YOUR ASSIGNMENT » State only how many lines in the listing contain the string "function".

DATASET EXTRACT »
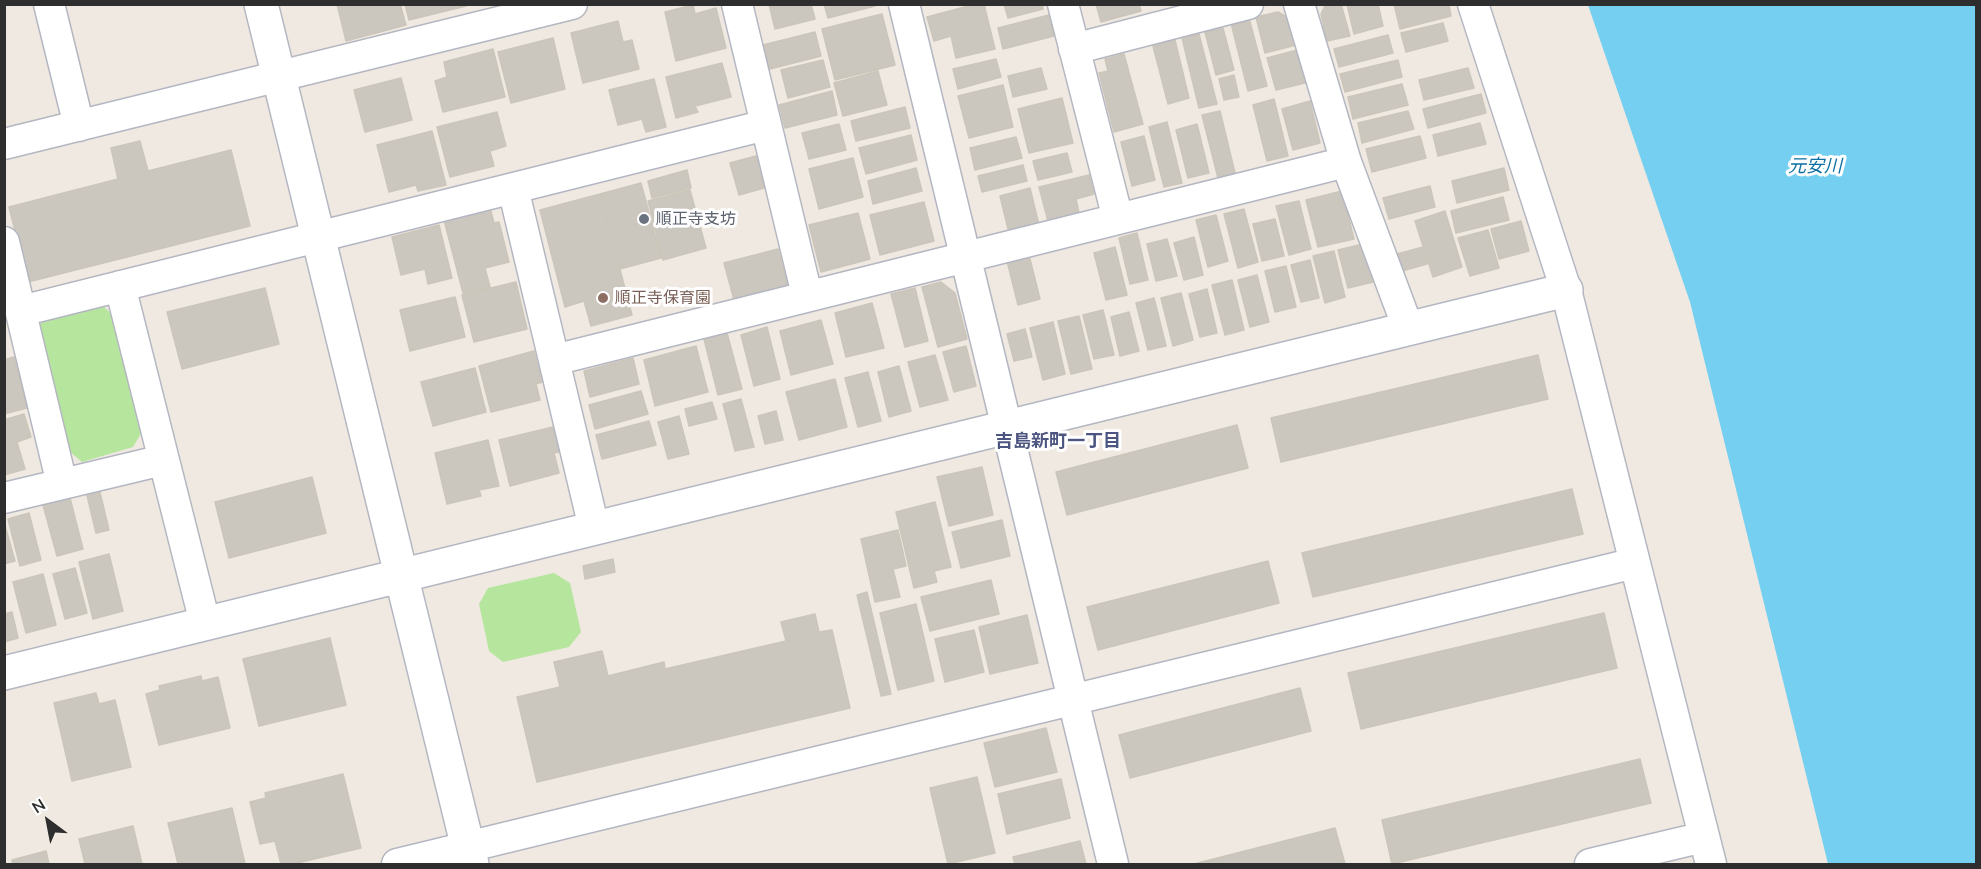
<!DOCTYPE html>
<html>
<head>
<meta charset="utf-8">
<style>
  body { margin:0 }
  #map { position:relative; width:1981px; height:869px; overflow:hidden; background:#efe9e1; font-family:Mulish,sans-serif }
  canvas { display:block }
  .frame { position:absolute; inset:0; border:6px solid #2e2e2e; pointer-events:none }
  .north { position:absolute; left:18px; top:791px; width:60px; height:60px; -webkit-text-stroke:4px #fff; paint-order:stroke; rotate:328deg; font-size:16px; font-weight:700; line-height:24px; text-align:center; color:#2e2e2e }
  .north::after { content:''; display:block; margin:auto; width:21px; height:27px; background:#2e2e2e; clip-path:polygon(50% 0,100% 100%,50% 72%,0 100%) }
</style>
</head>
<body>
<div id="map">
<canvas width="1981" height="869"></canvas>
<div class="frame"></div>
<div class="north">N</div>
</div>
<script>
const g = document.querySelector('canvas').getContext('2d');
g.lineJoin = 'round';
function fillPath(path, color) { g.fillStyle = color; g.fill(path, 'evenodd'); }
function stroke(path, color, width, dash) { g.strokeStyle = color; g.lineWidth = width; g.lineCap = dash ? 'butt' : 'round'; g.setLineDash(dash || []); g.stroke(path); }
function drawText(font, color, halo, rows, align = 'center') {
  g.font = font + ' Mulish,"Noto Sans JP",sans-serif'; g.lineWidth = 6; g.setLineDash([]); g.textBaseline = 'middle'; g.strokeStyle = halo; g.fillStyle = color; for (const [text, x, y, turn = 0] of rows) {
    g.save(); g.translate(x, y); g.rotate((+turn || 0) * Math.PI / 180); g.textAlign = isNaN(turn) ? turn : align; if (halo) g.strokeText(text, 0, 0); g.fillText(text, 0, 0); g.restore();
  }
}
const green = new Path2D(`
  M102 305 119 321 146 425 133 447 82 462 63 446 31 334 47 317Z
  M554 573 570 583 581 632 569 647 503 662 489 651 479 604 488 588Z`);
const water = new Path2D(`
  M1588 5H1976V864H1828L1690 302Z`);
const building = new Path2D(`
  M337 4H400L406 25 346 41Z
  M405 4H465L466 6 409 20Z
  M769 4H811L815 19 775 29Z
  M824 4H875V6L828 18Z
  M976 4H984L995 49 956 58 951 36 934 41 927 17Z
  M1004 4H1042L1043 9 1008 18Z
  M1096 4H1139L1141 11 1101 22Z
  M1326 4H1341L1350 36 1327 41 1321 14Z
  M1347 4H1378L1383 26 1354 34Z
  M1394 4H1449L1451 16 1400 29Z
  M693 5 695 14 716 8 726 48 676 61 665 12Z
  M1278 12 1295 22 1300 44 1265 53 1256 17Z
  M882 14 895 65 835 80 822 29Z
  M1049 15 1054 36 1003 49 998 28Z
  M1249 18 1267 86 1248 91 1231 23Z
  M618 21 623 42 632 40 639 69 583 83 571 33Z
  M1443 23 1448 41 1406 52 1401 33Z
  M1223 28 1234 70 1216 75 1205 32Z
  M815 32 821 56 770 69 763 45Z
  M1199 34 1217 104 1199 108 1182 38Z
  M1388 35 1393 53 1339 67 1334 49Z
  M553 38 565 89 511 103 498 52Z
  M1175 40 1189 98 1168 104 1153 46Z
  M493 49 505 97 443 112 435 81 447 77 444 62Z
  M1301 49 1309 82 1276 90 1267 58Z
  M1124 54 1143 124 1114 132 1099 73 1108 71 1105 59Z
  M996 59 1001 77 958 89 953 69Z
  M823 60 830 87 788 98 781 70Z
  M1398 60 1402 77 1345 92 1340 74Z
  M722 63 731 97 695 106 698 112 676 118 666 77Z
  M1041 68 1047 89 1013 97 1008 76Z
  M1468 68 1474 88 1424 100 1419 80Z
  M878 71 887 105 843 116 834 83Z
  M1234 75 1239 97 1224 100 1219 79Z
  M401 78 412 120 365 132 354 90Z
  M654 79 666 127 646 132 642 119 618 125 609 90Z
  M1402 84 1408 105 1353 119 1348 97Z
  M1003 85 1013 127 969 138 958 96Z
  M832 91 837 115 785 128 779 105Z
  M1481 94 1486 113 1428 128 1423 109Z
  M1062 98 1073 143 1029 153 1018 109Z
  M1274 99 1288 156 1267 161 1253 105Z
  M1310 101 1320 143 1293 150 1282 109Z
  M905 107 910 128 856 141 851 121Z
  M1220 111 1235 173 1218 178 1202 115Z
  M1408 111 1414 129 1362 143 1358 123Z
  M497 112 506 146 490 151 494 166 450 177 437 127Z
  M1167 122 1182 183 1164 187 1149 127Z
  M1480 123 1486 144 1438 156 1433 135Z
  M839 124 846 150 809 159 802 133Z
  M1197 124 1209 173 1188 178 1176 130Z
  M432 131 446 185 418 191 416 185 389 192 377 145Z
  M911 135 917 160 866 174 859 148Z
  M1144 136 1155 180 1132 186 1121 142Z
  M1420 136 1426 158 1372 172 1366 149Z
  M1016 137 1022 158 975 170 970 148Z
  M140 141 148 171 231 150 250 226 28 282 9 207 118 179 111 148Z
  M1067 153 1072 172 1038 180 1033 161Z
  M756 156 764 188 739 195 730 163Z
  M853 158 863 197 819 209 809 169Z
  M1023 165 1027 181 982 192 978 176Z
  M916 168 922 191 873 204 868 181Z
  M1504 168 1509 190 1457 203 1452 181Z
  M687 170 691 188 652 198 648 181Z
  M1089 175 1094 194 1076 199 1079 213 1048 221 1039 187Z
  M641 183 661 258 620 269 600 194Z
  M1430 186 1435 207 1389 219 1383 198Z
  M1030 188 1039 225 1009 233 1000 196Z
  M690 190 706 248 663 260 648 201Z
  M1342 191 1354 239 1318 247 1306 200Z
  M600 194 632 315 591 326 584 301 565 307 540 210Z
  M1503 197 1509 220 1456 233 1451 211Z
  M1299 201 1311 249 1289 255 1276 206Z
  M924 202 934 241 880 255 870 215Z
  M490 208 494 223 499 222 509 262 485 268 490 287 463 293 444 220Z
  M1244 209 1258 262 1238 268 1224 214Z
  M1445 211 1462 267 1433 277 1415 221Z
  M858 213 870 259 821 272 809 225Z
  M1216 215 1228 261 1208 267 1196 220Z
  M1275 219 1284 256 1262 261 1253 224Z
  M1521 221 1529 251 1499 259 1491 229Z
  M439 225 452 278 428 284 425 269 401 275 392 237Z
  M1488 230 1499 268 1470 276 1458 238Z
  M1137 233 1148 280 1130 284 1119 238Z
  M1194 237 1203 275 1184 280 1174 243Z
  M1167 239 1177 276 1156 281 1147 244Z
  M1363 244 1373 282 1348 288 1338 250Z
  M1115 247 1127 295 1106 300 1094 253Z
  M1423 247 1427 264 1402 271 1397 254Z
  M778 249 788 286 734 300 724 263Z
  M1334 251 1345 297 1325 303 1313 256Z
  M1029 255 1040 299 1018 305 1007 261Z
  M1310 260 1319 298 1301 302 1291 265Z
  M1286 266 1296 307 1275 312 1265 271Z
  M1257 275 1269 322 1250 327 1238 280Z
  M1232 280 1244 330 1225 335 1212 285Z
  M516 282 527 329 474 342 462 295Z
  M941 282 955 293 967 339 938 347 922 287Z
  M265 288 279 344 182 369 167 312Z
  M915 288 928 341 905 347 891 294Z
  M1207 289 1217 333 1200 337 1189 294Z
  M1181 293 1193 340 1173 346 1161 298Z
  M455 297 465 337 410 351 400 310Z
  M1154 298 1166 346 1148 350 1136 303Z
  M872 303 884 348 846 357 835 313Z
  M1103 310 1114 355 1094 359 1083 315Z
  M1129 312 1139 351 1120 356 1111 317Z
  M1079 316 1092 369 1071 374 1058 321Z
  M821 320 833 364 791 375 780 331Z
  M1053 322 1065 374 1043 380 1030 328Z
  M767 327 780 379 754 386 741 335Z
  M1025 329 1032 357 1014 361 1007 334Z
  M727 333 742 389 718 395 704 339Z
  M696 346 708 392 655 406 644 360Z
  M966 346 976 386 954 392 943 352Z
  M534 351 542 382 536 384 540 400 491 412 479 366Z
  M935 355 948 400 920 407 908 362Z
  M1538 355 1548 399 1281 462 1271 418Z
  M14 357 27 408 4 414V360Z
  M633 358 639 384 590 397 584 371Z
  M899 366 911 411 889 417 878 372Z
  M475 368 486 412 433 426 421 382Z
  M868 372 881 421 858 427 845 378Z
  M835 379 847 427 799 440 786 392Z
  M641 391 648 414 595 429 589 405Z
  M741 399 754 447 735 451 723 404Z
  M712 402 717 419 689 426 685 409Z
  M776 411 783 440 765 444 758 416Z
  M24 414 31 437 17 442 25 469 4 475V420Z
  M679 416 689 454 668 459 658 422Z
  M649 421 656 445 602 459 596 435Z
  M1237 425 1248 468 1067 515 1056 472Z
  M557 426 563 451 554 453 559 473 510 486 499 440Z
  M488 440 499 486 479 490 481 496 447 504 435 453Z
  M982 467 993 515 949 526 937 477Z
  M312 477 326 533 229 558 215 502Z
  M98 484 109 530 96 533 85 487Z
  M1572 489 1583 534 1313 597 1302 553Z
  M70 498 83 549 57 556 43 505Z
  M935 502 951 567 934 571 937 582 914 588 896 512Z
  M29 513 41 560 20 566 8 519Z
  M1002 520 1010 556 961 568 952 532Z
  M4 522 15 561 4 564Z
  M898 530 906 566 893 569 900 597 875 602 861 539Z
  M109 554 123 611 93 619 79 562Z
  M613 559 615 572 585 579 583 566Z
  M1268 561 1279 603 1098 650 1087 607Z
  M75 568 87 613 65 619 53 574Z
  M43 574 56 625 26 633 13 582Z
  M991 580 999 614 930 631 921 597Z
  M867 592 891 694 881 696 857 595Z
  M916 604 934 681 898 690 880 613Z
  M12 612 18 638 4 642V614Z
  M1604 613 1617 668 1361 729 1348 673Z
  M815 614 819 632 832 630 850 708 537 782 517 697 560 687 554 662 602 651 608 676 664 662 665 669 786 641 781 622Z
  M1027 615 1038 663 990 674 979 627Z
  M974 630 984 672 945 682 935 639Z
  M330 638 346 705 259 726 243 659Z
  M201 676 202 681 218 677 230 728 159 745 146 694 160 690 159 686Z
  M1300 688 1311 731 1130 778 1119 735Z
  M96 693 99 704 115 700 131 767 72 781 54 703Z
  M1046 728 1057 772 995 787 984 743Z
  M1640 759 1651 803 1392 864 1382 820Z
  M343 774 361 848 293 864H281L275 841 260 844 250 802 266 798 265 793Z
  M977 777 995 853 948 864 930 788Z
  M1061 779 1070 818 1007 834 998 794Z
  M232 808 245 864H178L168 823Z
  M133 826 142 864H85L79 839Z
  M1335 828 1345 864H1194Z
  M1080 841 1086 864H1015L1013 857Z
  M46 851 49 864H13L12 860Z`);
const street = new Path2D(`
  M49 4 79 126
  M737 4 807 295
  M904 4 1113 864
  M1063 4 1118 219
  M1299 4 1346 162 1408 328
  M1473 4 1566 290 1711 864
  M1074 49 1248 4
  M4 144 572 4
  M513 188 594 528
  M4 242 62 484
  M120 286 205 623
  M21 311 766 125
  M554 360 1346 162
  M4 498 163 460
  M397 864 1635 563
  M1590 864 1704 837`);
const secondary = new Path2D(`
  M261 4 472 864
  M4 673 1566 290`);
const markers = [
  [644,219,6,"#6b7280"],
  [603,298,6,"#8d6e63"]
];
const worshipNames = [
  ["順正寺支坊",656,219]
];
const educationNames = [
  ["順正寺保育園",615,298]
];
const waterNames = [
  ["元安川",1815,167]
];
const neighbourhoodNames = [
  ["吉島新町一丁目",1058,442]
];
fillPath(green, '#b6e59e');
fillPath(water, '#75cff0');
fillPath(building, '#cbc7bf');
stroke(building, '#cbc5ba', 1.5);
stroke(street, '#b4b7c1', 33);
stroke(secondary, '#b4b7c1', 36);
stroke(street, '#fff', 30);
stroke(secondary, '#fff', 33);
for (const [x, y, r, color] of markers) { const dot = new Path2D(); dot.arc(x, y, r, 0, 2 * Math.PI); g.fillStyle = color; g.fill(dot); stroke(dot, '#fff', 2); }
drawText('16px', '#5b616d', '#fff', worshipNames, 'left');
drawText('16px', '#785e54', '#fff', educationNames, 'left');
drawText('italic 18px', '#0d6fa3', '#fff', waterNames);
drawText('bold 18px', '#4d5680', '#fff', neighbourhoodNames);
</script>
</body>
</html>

SOLUTION FOR THIS EXERCISE » 3